De la otra forma aquel amor se olvida de la naturaleza, y lo que crea, de donde se genera la confianza; y al Círculo menor, donde está el centro del universo, donde asienta Dite, el que traiciona por siempre es llevado».

Y yo le dije: «Maestro, muy clara procede tu razón, y bastante bien clasifican este lugar y el pueblo que lo ocupa: pero ahora dime: aquellos de la ciénaga, que lleva el viento, y que azota la lluvia, y que chocan con voces tan amargas, ¿por qué no dentro de la ciudad roja son castigados, si a Dios enojaron? y si no, ¿por qué están en tal suplicio?». Y entonces él: «¿Por qué se extravía tanto —dijo— tu ingenio de lo que acostumbra?, ¿o es que tu mente mira hacia otra parte? ¿Ya no te acuerdas de aquellas palabras que reflejan en tu Ética57 las tres inclinaciones que no quiere el cielo, incontinencia, malicia y la insensata bestialidad? ¿Y cómo incontinencia menos ofende y menos se castiga? Y si miras atento esta sentencia, y a la mente preguntas quiénes son esos que allí fuera reciben su castigo, comprenderás por qué de estos villanos están aparte, y a menos crudeza la divina venganza les somete».

«Oh Sol que curas la vista turbada, tú me contentas tanto resolviendo, que no solo el saber, dudar me gusta.

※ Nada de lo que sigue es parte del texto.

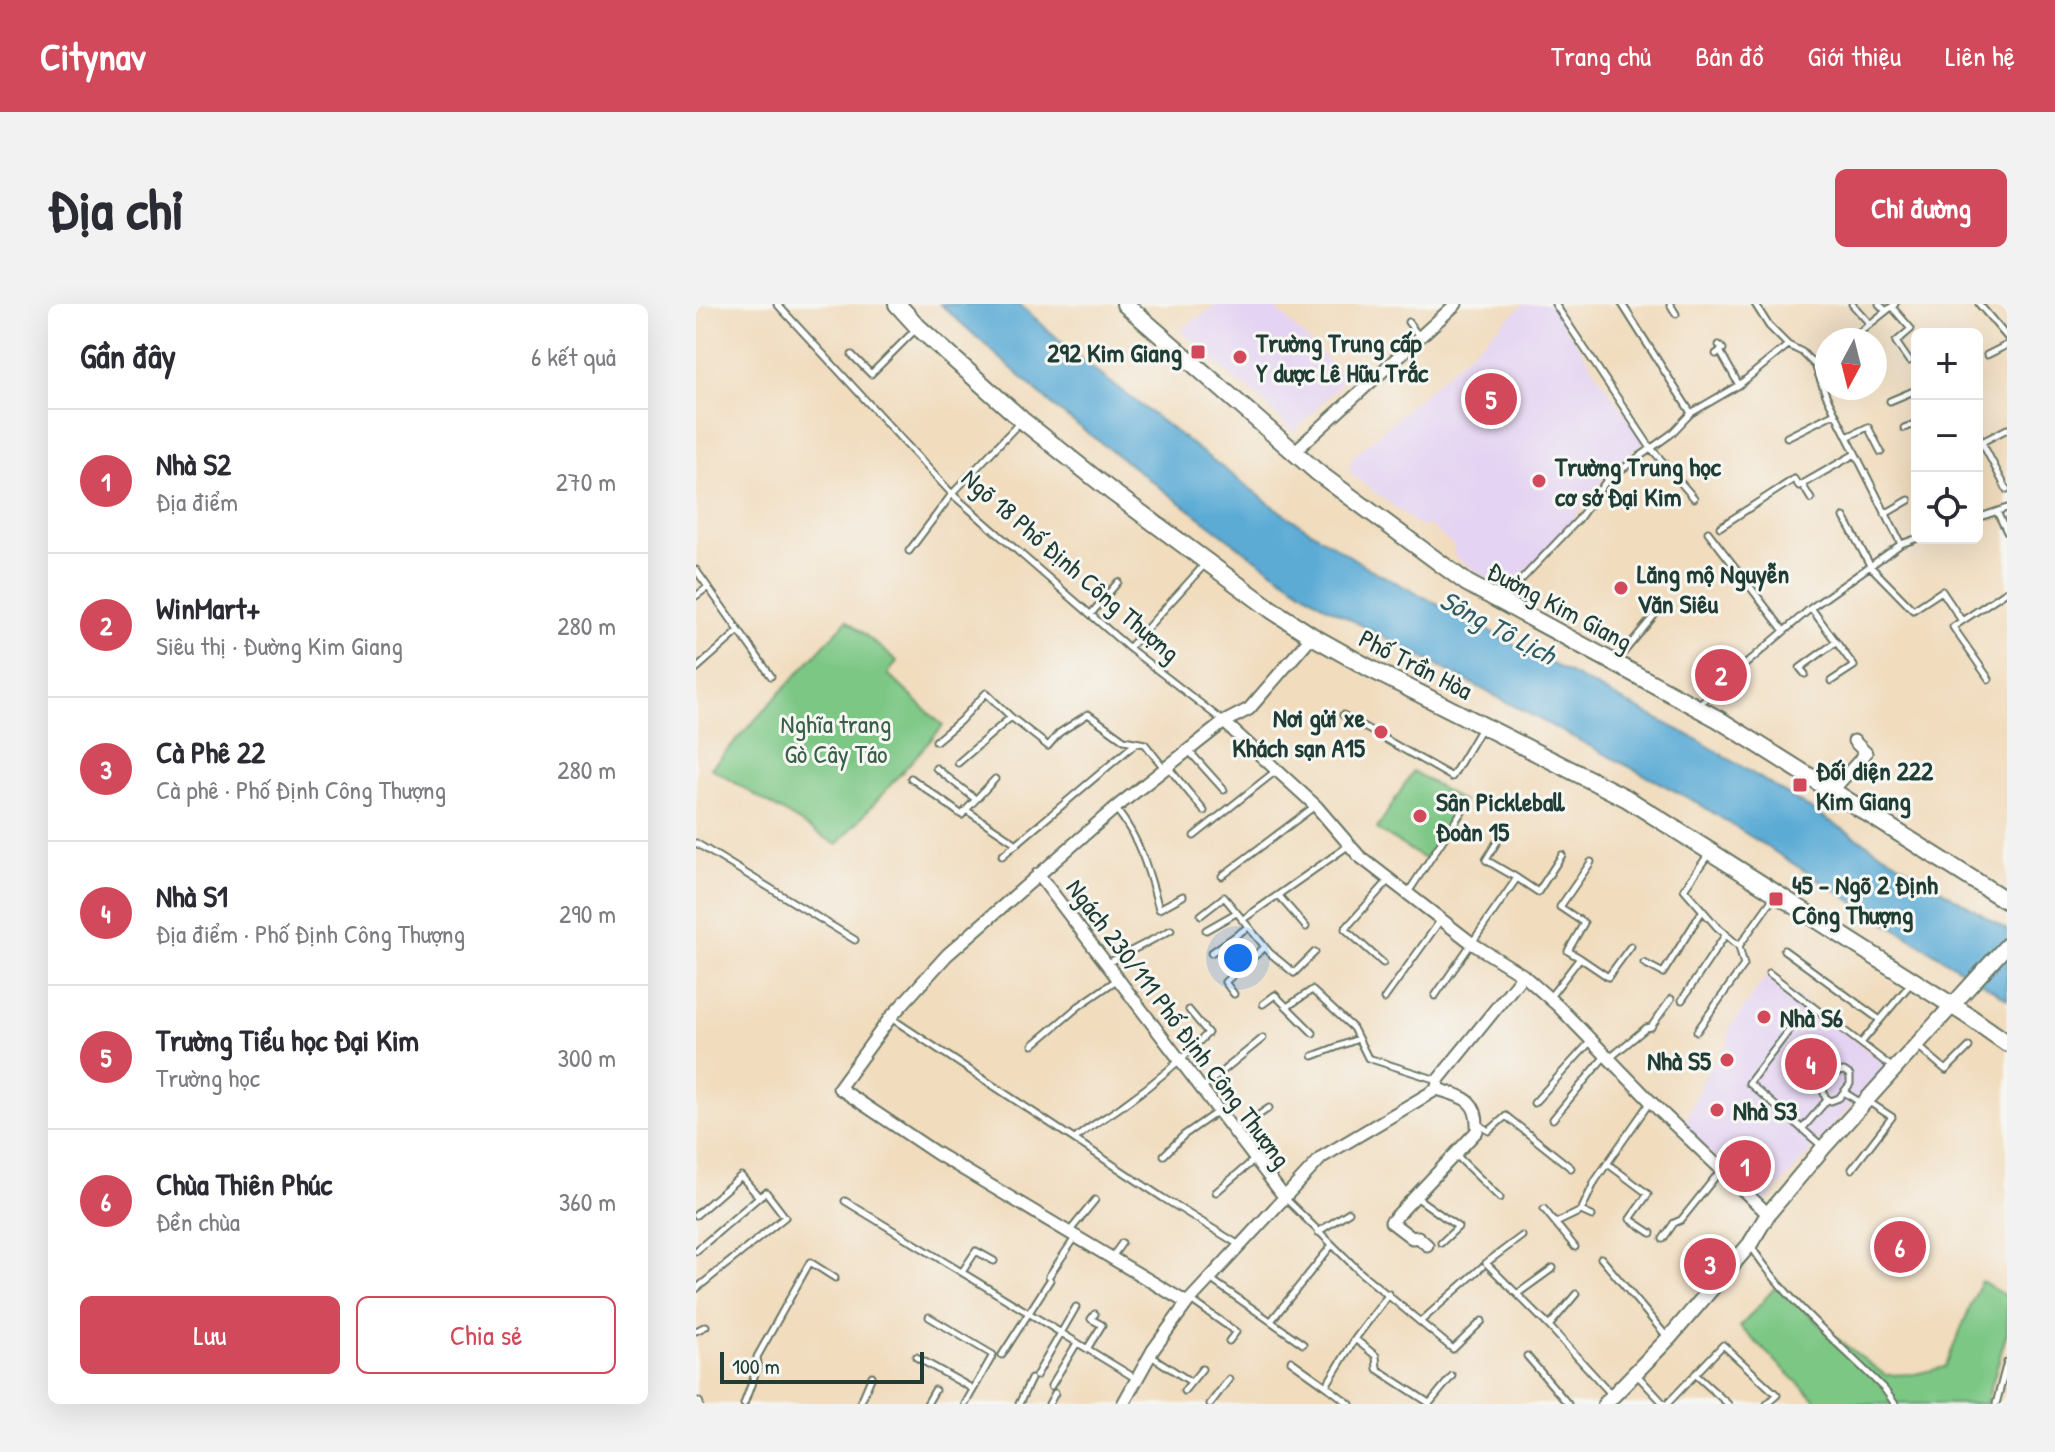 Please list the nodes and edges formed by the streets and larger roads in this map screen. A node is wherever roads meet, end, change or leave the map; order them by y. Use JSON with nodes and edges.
{"nodes":[{"id":1,"x":897,"y":304,"type":"edge"},
{"id":2,"x":1125,"y":304,"type":"edge"},
{"id":3,"x":1452,"y":306,"type":"edge"},
{"id":4,"x":1293,"y":453,"type":"junction"},
{"id":5,"x":1312,"y":636,"type":"junction"},
{"id":6,"x":1224,"y":722,"type":"junction"},
{"id":7,"x":1854,"y":741,"type":"dead end"},
{"id":8,"x":1832,"y":791,"type":"junction"},
{"id":9,"x":1038,"y":874,"type":"junction"},
{"id":10,"x":2007,"y":901,"type":"edge"},
{"id":11,"x":2007,"y":945,"type":"edge"},
{"id":12,"x":1523,"y":975,"type":"junction"},
{"id":13,"x":1954,"y":1006,"type":"junction"},
{"id":14,"x":2007,"y":1043,"type":"edge"},
{"id":15,"x":1437,"y":1084,"type":"junction"},
{"id":16,"x":1285,"y":1198,"type":"junction"},
{"id":17,"x":1768,"y":1214,"type":"junction"},
{"id":18,"x":1427,"y":1245,"type":"dead end"},
{"id":19,"x":1188,"y":1301,"type":"junction"},
{"id":20,"x":1609,"y":1400,"type":"edge"},
{"id":21,"x":1123,"y":1404,"type":"edge"}],
"edges":[{"from":1,"to":5,"type":"main road","name":"Phố Trần Hòa"},
{"from":2,"to":4,"type":"main road","name":"Đường Kim Giang"},
{"from":3,"to":4,"type":"street"},
{"from":4,"to":8,"type":"main road","name":"Đường Kim Giang"},
{"from":5,"to":6,"type":"street"},
{"from":5,"to":13,"type":"main road","name":"Phố Trần Hòa"},
{"from":6,"to":9,"type":"street"},
{"from":6,"to":12,"type":"street","name":"Ngõ 18 Phố Định Công Thượng"},
{"from":7,"to":8,"type":"street"},
{"from":8,"to":10,"type":"main road","name":"Đường Kim Giang"},
{"from":9,"to":16,"type":"street","name":"Ngách 230/111 Phố Định Công Thượng"},
{"from":9,"to":19,"type":"street"},
{"from":11,"to":13,"type":"street"},
{"from":12,"to":15,"type":"street"},
{"from":12,"to":17,"type":"street","name":"Ngõ 18 Phố Định Công Thượng"},
{"from":13,"to":14,"type":"main road","name":"Phố Trần Hòa"},
{"from":13,"to":17,"type":"street"},
{"from":15,"to":16,"type":"street"},
{"from":15,"to":18,"type":"street"},
{"from":16,"to":19,"type":"street"},
{"from":17,"to":20,"type":"street"},
{"from":19,"to":21,"type":"street"}]}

Un poco más atrás vuélvete ahora —le dije—, allí donde que usura ofende a Dios dijiste, y quítame la dificultad».

«A quien la entiende, la Filosofía hace notar, no solo en un pasaje cómo naturaleza su carrera toma del divino intelecto y de su arte; y si tu Física miras con atención, encontrarás, sin mucho que lo busques, que el arte vuestro a aquella, cuanto pueda, sigue como al maestro su discípulo, tal que vuestro arte es como de Dios nieto.

Con estos dos principios, si recuerdas el comienzo del Génesis, debemos ganarnos el sustento con trabajo. Y al seguir el avaro otro camino, por este, a la naturaleza y a sus frutos, desprecia, y pone en lo otro su esperanza.

Mas sígueme, porque avanzar me place; que Piscis ya remonta el horizonte y todo el Carro58 yace sobre el Coro59, y el barranco a otro sitio se despeña».

Canto XII:

Séptimo Círculo - Primer Recinto

Era el pasaje por el que descendimos alpestre y, por aquel que lo habitaba, cualquier mirada lo hubiera esquivado. Como son esas ruinas que al costado de acá de Trento azota el río Adigio, por terremoto o sin tener cimientos, que de lo alto del monte, del que bajan al llano, tan hendida está la roca que ningún paso ofrece a quien la sube; de aquel barranco igual era el descenso; y allí en el borde de la abierta sima, el oprobio de Creta estaba echado que concebido fue en la falsa vaca60; cuando nos vio, a sí mismo se mordía, como los que están dominados por la ira.


Mi sabio guía entonces le gritó: «Por suerte piensas que viene aquí el duque de Atenas61, que allí en el mundo la muerte te trajo? Aparta, bestia, porque este no viene siguiendo los consejos de tu hermana, sino por contemplar vuestros pesares». Y como el toro se desata cuando ha recibido ya el golpe de muerte, y huir no puede, pero de aquí a allí salta, así yo vi que hacía el Minotauro; y aquel prudente gritó: «Corre al paso; bueno es que bajes mientras se enfurece».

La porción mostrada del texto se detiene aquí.